I am a total embarrassment to myself. No, I haven't just realised this - it has just been brought further to my attention today. In order to remedy my uselessness in class, ie. not saying a damn word for the entire two hours, I attempted to say some very intelligent things to the seminar leader (a man I like to call Ed Wood. I don't know why, so do not ask), as well as to the class. Instead I spouted some very suspect, peculiar words, said "um.." fifty time in thirty seconds, apologised for being stupid, and then shut up. Which would have been fine, but I then did the exact same thing again, not six minutes later. Thankfully, this time I was rescued by a kindly group member who said, "what she means to say is...". At least someone knows what I'm talking about, even if it isn't me.
This weekend, to conclude my week of embarrassing things, we are having yet another rubbish party that no one will attend. I do like to pretend that I am insanely popular, so it comes as a particular blow when no one you know comes to your party. This time, I have a plan. I just haven't invited anyone. That way, when no one turns up, I will not be surprised or hurt. I am the queen of optimism. And also logic.
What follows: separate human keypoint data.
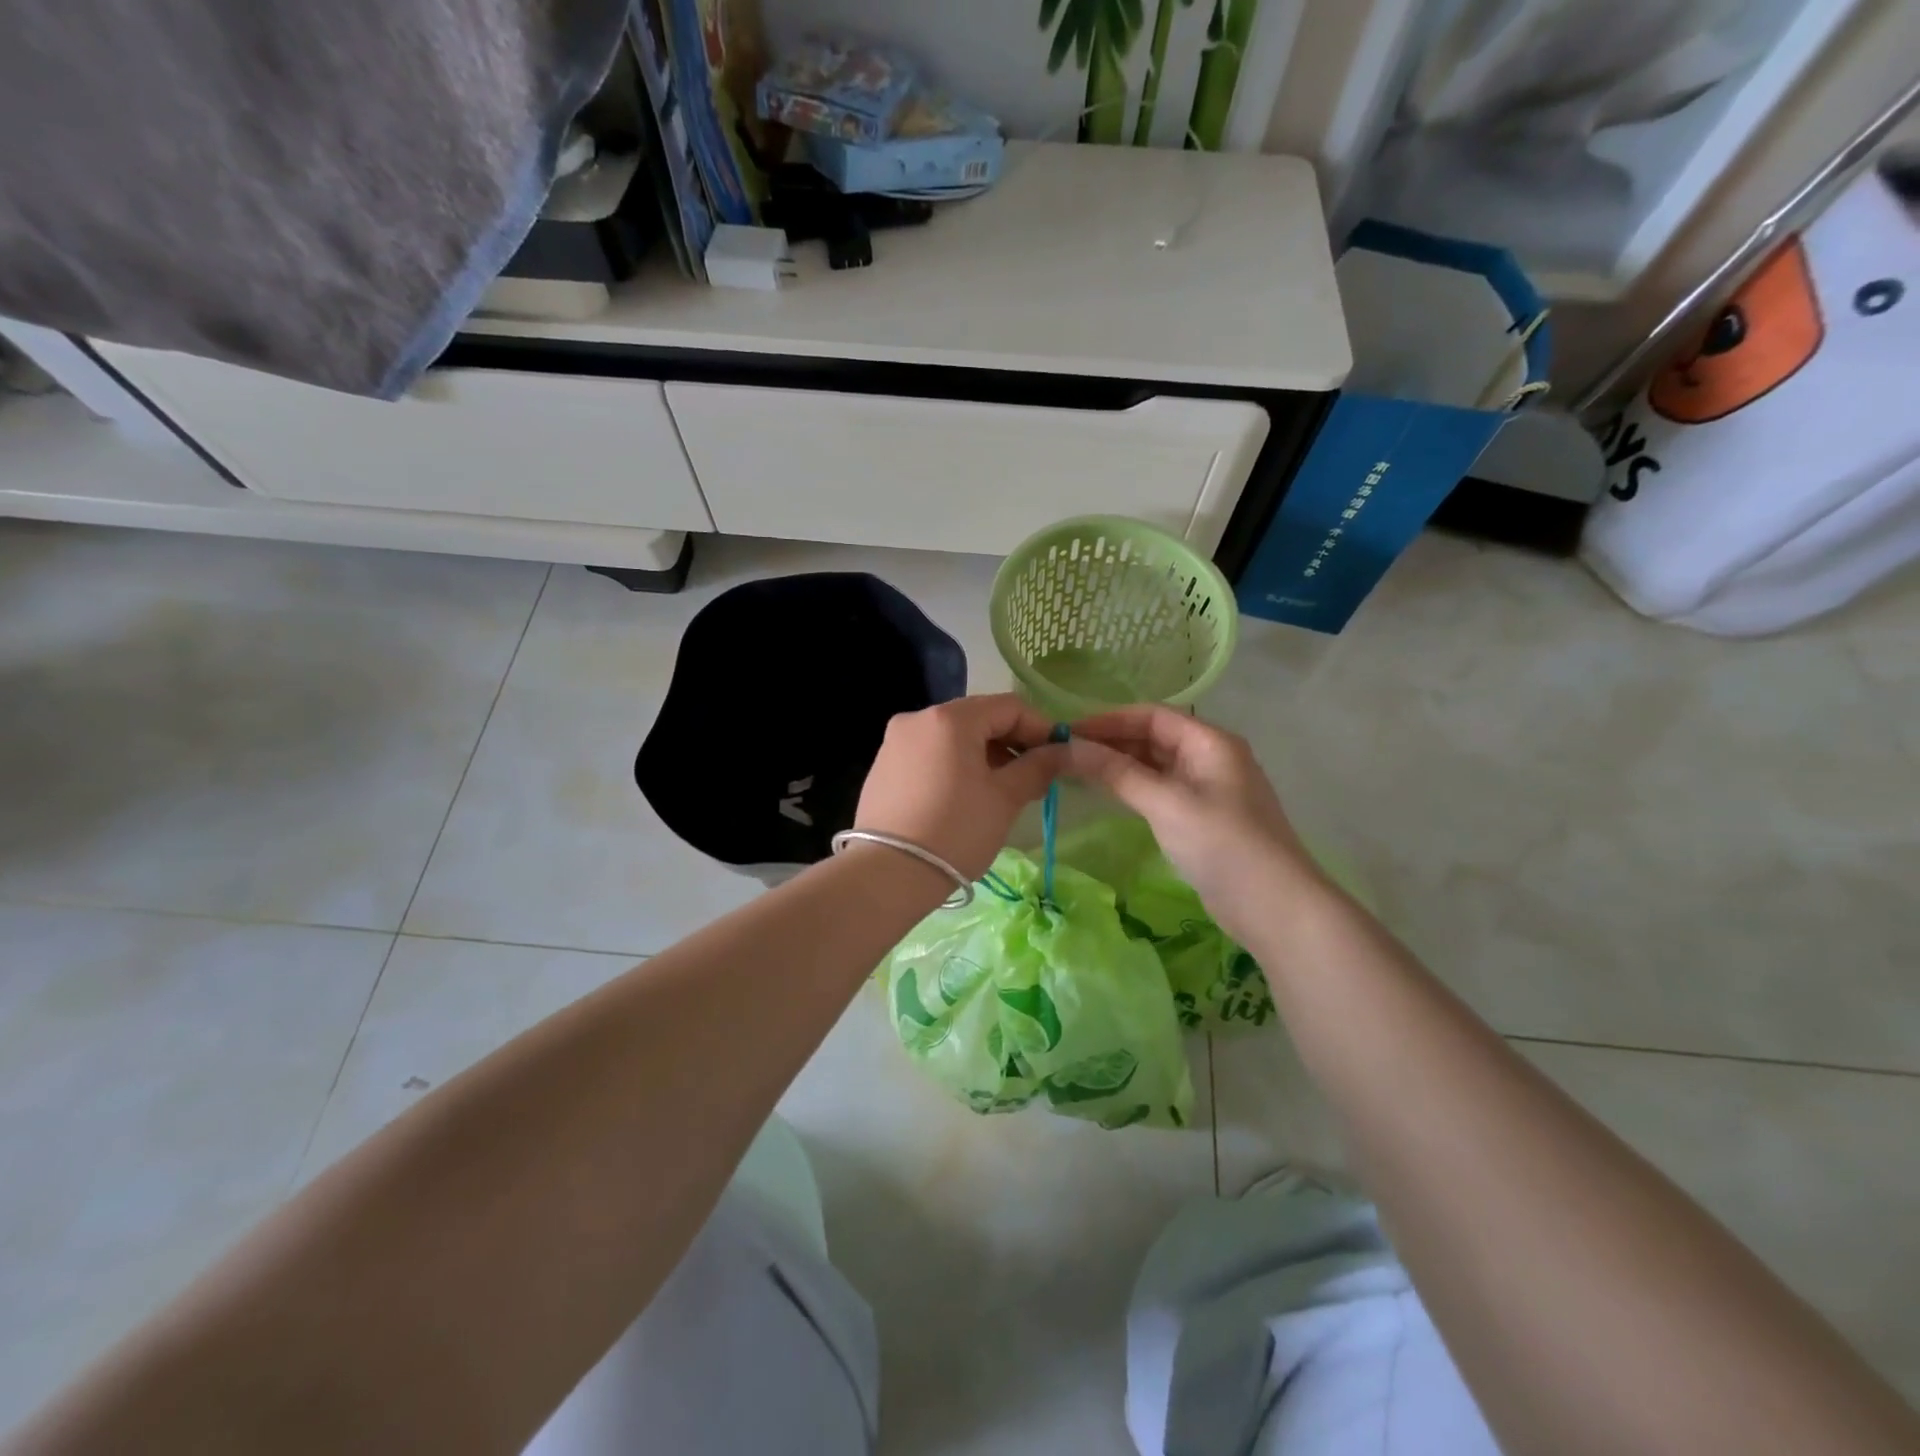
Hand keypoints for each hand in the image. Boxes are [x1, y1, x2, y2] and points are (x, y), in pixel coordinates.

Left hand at [854, 694, 1069, 880]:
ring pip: (952, 738)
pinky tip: (963, 798)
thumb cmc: (956, 830)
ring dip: (983, 756)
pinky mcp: (882, 767)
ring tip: (1001, 791)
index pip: (1009, 707)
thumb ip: (1039, 766)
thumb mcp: (1005, 798)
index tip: (1059, 757)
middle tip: (1033, 777)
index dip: (1041, 728)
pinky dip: (954, 766)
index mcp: (950, 718)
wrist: (888, 874)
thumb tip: (1068, 750)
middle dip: (1011, 742)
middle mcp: (918, 718)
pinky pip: (929, 755)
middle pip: (978, 718)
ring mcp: (895, 742)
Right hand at [1065, 706, 1323, 942]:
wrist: (1274, 907)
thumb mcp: (1166, 803)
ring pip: (1155, 765)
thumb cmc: (1223, 845)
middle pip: (1153, 737)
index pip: (1151, 715)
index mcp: (1210, 742)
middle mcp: (1210, 757)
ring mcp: (1207, 789)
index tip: (1068, 732)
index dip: (1108, 720)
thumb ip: (1117, 772)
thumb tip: (1069, 747)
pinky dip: (1132, 788)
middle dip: (1110, 742)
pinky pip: (1160, 790)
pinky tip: (1107, 794)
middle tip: (1064, 753)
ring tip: (1075, 771)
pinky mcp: (1201, 818)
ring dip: (1119, 765)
On a more surprising note, I have finished one of my essays. I am excited by this fact. I may do a dance. I say finished, I have done the brunt of the work, and am ignoring all the typos and ugly sentences. Which, inevitably, I will forget to correct, and will therefore lose A THOUSAND MARKS for being careless. I only care slightly.
Not much else to report today, for I am going out shopping to buy the Boy a Valentines gift that costs only £1.20. Not a joke.